Lula deve abrir o olho para não perder seu prestígio

Por Editorial

o ex-presidente Luiz Inácio Lula da Silva deixou o cargo com uma aprovação de mais de 80%, a maior entre todos os presidentes desde 1994, quando o levantamento começou a ser feito nos moldes de como é hoje. A história política, porém, é dinâmica, assim como acontece no futebol, campo de metáforas preferido por Lula para sacramentar sua comunicação direta e fácil com o povo.

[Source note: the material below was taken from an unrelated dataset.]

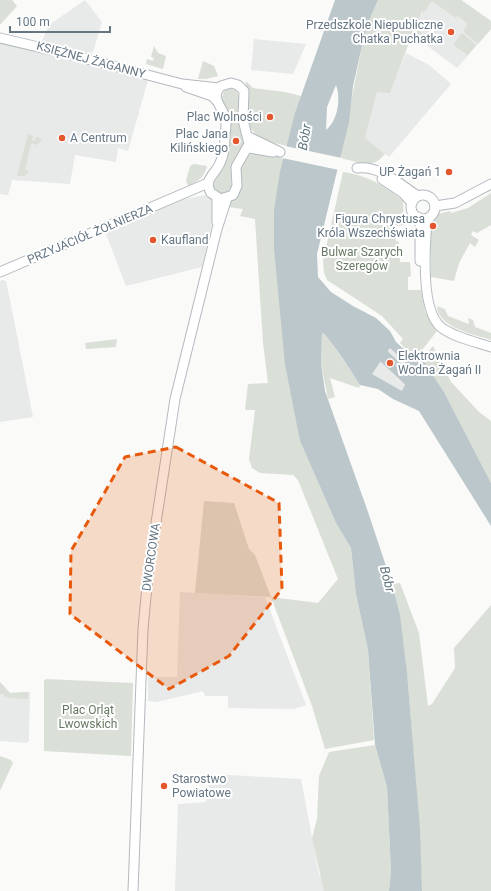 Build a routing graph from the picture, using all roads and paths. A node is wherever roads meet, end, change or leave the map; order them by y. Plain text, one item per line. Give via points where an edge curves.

São muitos os casos de ocupantes de cargos executivos que foram do céu ao inferno em pouco tempo, da mesma forma que craques aplaudidos no dia em que seu time vence são apedrejados na primeira derrota. No poder, Lula capitalizou todas as possibilidades que teve de tratar bem seu eleitorado. No entanto, agora, fora dele, deve se policiar e muito, talvez mais do que  nos últimos oito anos.

A primeira casca de banana pós-mandato surgiu ontem, com a denúncia de que, dois dias antes da entrega da faixa a Dilma Rousseff, os filhos de Lula Luiz Claudio e Marcos Claudio foram brindados pelo Itamaraty com a renovação de seus passaportes diplomáticos. Assim, pelos próximos quatro anos, os dois poderão viajar pelo mundo com facilidades – e talvez até honras de chancelaria.

Lula deve abrir o olho. Episódios como esse  arranham o prestígio conquistado – com justiça, diga-se – em seus dois governos. Porque o brasileiro é conhecido por sua memória curta, e há muita gente vigiando os passos do agora ex-presidente, ávida por um escorregão que o tire do pedestal.